Problem statement
If a record holds a picture, omit the picture, but copy everything else below exactly.
________________________________________
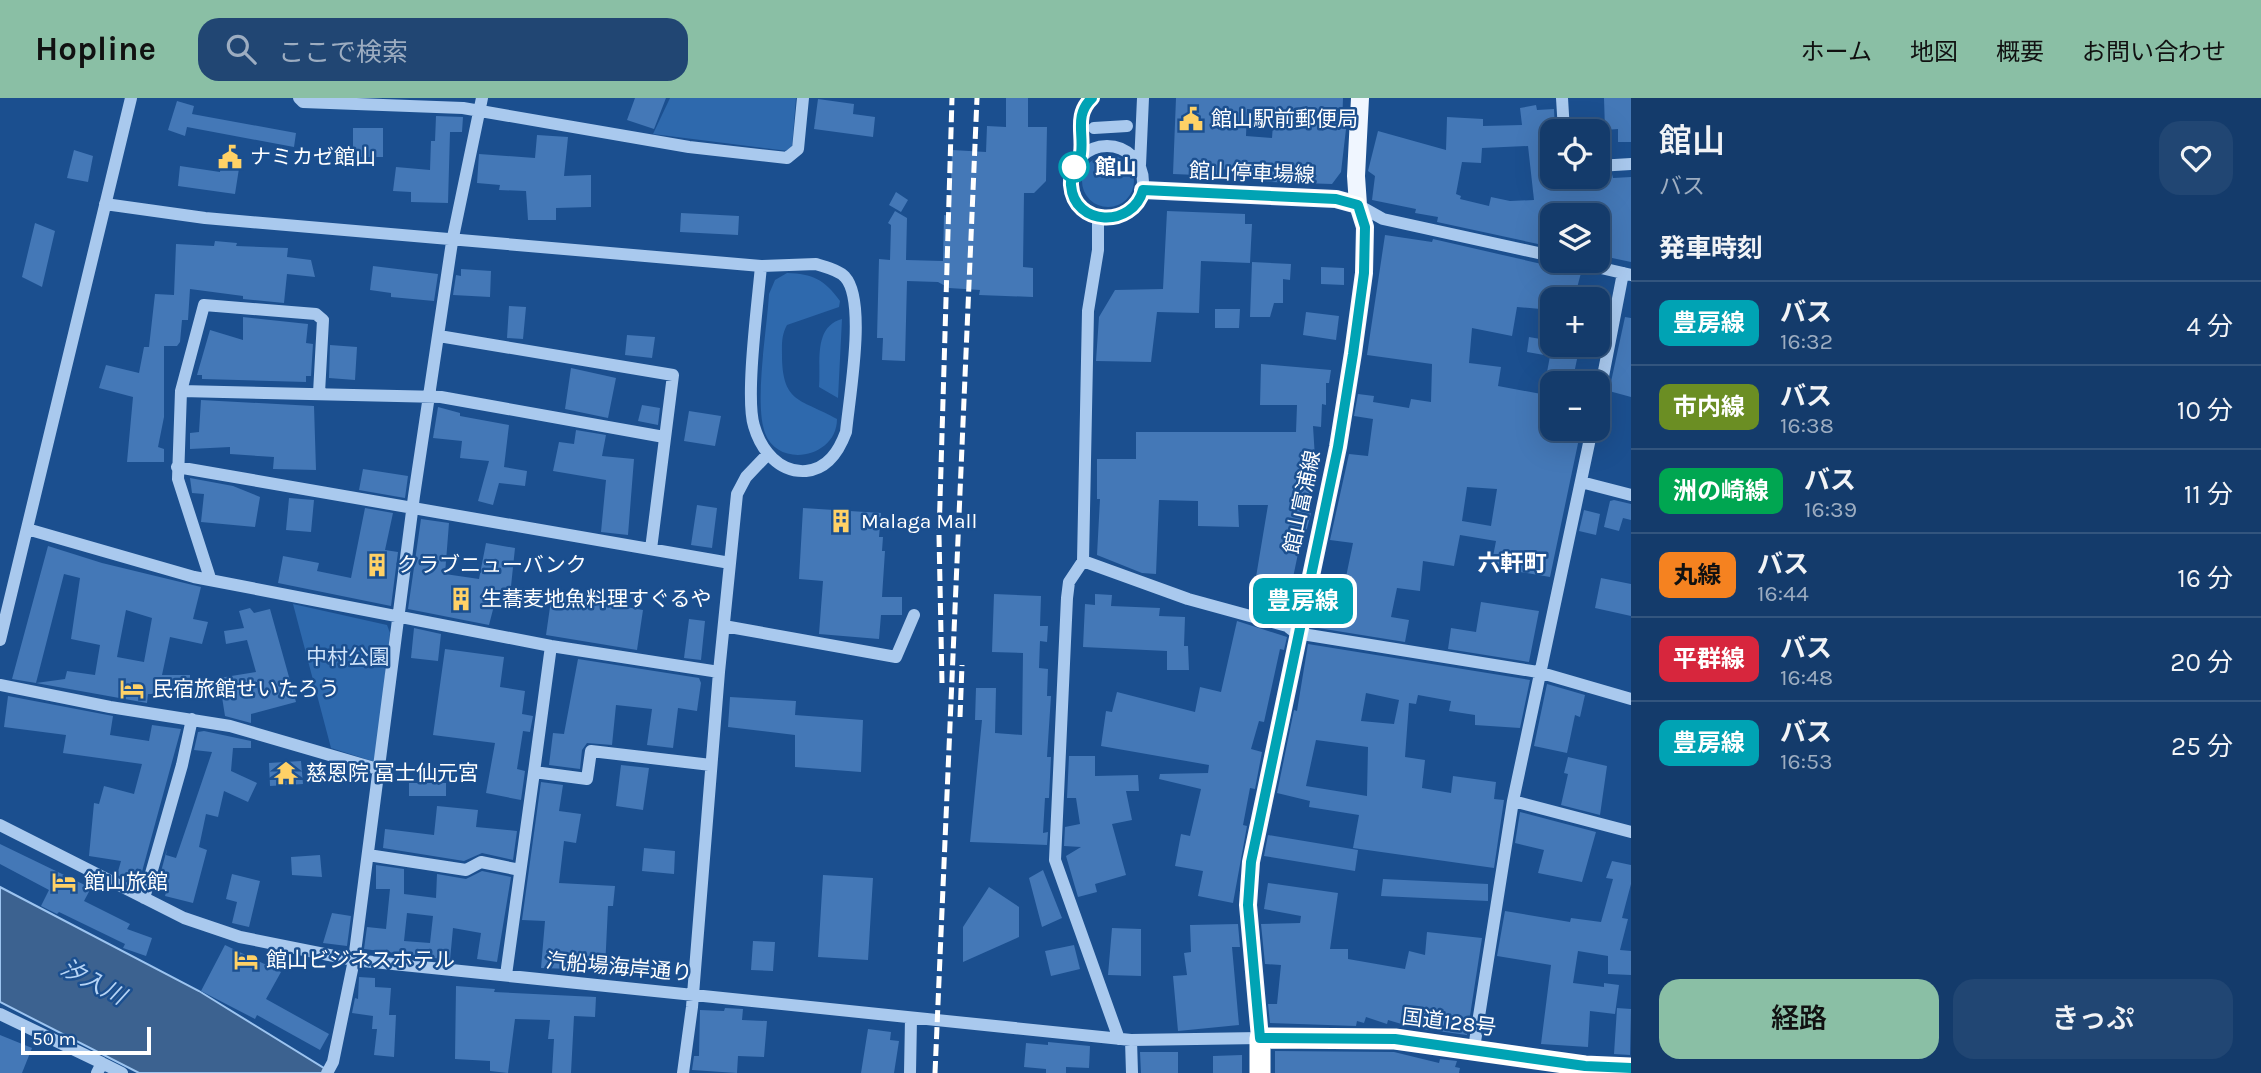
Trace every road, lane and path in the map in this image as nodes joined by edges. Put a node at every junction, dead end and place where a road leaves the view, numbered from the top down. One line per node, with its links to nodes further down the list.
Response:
1 (131, 98): 18 (street)
2 (299, 98): 9 (street)
3 (482, 98): 9 (street)
4 (803, 98): 9 (street)
5 (1092, 98): 13 (street)
6 (1143, 98): 16 (street)
7 (1360, 98): 19 (main road, 館山富浦線)
8 (1562, 98): 10 (street)
9 (478, 111): 21 (street)
10 (1563, 119)
11 (1127, 126): 12 (street)
12 (1094, 128)
13 (1081, 157): 16 (street); 20 (street)
14 (1631, 164): 15 (street)
15 (1610, 165)
16 (1140, 166): 17 (street)
17 (1143, 190): 19 (main road, 館山停車場線); 20 (street)
18 (105, 204): 21 (street); 37 (street)
19 (1358, 205): 22 (street); 45 (main road, 館山富浦線)
20 (1098, 218): 39 (street)
21 (452, 242): 23 (street); 25 (street)
22 (1540, 253)
23 (761, 266): 32 (street); 32 (street)
24 (1627, 274): 26 (street)
25 (439, 336): 29 (street); 30 (street)
26 (1605, 371)
27 (181, 391): 28 (street); 28 (street); 33 (street)
28 (319, 393): 29 (street)
29 (430, 397): 30 (street); 36 (street)
30 (664, 437): 38 (street)
31 (1590, 441): 34 (street)
32 (767, 455): 40 (street)
33 (177, 467): 36 (street); 41 (street)
34 (1581, 482): 35 (street); 49 (street)
35 (1631, 495)
36 (414, 508): 38 (street); 43 (street)
37 (27, 529): 41 (street); 46 (street)
38 (651, 549): 40 (street)
39 (1083, 561): 45 (street); 68 (street)
40 (730, 563): 44 (street)
41 (210, 578): 43 (street)
42 (914, 615): 44 (street)
43 (400, 618): 47 (street); 54 (street)
44 (724, 626): 48 (street)
45 (1296, 633): 49 (street); 67 (main road, 館山富浦線)
46 (0, 640)
47 (551, 646): 48 (street); 55 (street)
48 (719, 672): 53 (street)
49 (1538, 672): 51 (street); 56 (street)
50 (0, 685): 52 (street)
51 (1631, 699)
52 (192, 719): 54 (street); 61 (street)
53 (711, 765): 55 (street); 64 (street)
54 (381, 770): 59 (street)
55 (534, 772): 60 (street)
56 (1513, 801): 58 (street); 69 (street)
57 (0, 825): 61 (street, 汽船場海岸通り)
58 (1631, 832)
59 (368, 855): 60 (street); 62 (street)
60 (520, 870): 63 (street)
61 (144, 898): 62 (street, 汽船場海岸通り)
62 (354, 960): 63 (street, 汽船場海岸通り); 73 (street)
63 (506, 975): 64 (street, 汽船場海岸通り)
64 (691, 993): 66 (street, 汽船場海岸通り); 75 (street)
65 (0, 1014): 70 (street)
66 (911, 1018): 68 (street, 汽船場海岸通り); 76 (street)
67 (1260, 1038): 68 (street, 汽船場海岸通り); 69 (highway, 国道128号); 78 (highway)
68 (1125, 1039): 77 (street)
69 (1474, 1048): 71 (highway, 国道128号)
70 (99, 1068): 74 (street)
71 (1570, 1068): 72 (highway, 国道128号)
72 (1631, 1068)
73 (332, 1071)
74 (122, 1073)
75 (682, 1073)
76 (910, 1073)
77 (1132, 1073)
78 (1260, 1073)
________________________________________
Solution for this problem
Trace every road, lane and path in the map in this image as nodes joined by edges. Put a node at every junction, dead end and place where a road leaves the view, numbered from the top down. One line per node, with its links to nodes further down the list.
Response:
1 (131, 98): 18 (street)
2 (299, 98): 9 (street)
3 (482, 98): 9 (street)
4 (803, 98): 9 (street)
5 (1092, 98): 13 (street)
6 (1143, 98): 16 (street)
7 (1360, 98): 19 (main road, 館山富浦線)
8 (1562, 98): 10 (street)
9 (478, 111): 21 (street)
10 (1563, 119)
11 (1127, 126): 12 (street)
12 (1094, 128)
13 (1081, 157): 16 (street); 20 (street)
14 (1631, 164): 15 (street)
15 (1610, 165)
16 (1140, 166): 17 (street)
17 (1143, 190): 19 (main road, 館山停車場線); 20 (street)
18 (105, 204): 21 (street); 37 (street)
19 (1358, 205): 22 (street); 45 (main road, 館山富浦線)
20 (1098, 218): 39 (street)
21 (452, 242): 23 (street); 25 (street)
22 (1540, 253)
23 (761, 266): 32 (street); 32 (street)
24 (1627, 274): 26 (street)
25 (439, 336): 29 (street); 30 (street)
26 (1605, 371)
27 (181, 391): 28 (street); 28 (street); 33 (street)
28 (319, 393): 29 (street)
29 (430, 397): 30 (street); 36 (street)
30 (664, 437): 38 (street)
31 (1590, 441): 34 (street)
32 (767, 455): 40 (street)
33 (177, 467): 36 (street); 41 (street)
34 (1581, 482): 35 (street); 49 (street)
35 (1631, 495)
36 (414, 508): 38 (street); 43 (street)
37 (27, 529): 41 (street); 46 (street)
38 (651, 549): 40 (street)
39 (1083, 561): 45 (street); 68 (street)
40 (730, 563): 44 (street)
41 (210, 578): 43 (street)
42 (914, 615): 44 (street)
43 (400, 618): 47 (street); 54 (street)
44 (724, 626): 48 (street)
45 (1296, 633): 49 (street); 67 (main road, 館山富浦線)
46 (0, 640)
47 (551, 646): 48 (street); 55 (street)
48 (719, 672): 53 (street)
49 (1538, 672): 51 (street); 56 (street)
50 (0, 685): 52 (street)
51 (1631, 699)
52 (192, 719): 54 (street); 61 (street)
53 (711, 765): 55 (street); 64 (street)
54 (381, 770): 59 (street)
55 (534, 772): 60 (street)
56 (1513, 801): 58 (street); 69 (street)
57 (0, 825): 61 (street, 汽船場海岸通り)
58 (1631, 832)
59 (368, 855): 60 (street); 62 (street)
60 (520, 870): 63 (street)
61 (144, 898): 62 (street, 汽船場海岸通り)
62 (354, 960): 63 (street, 汽船場海岸通り); 73 (street)
63 (506, 975): 64 (street, 汽船場海岸通り)
64 (691, 993): 66 (street, 汽船場海岸通り); 75 (street)
65 (0, 1014): 70 (street)
66 (911, 1018): 68 (street, 汽船場海岸通り); 76 (street)
67 (1260, 1038): 68 (street, 汽船場海岸通り); 69 (highway, 国道128号); 78 (highway)
68 (1125, 1039): 77 (street)
69 (1474, 1048): 71 (highway, 国道128号)
70 (99, 1068): 74 (street)
71 (1570, 1068): 72 (highway, 国道128号)
72 (1631, 1068)
73 (332, 1071)
74 (122, 1073)
75 (682, 1073)
76 (910, 1073)
77 (1132, 1073)
78 (1260, 1073)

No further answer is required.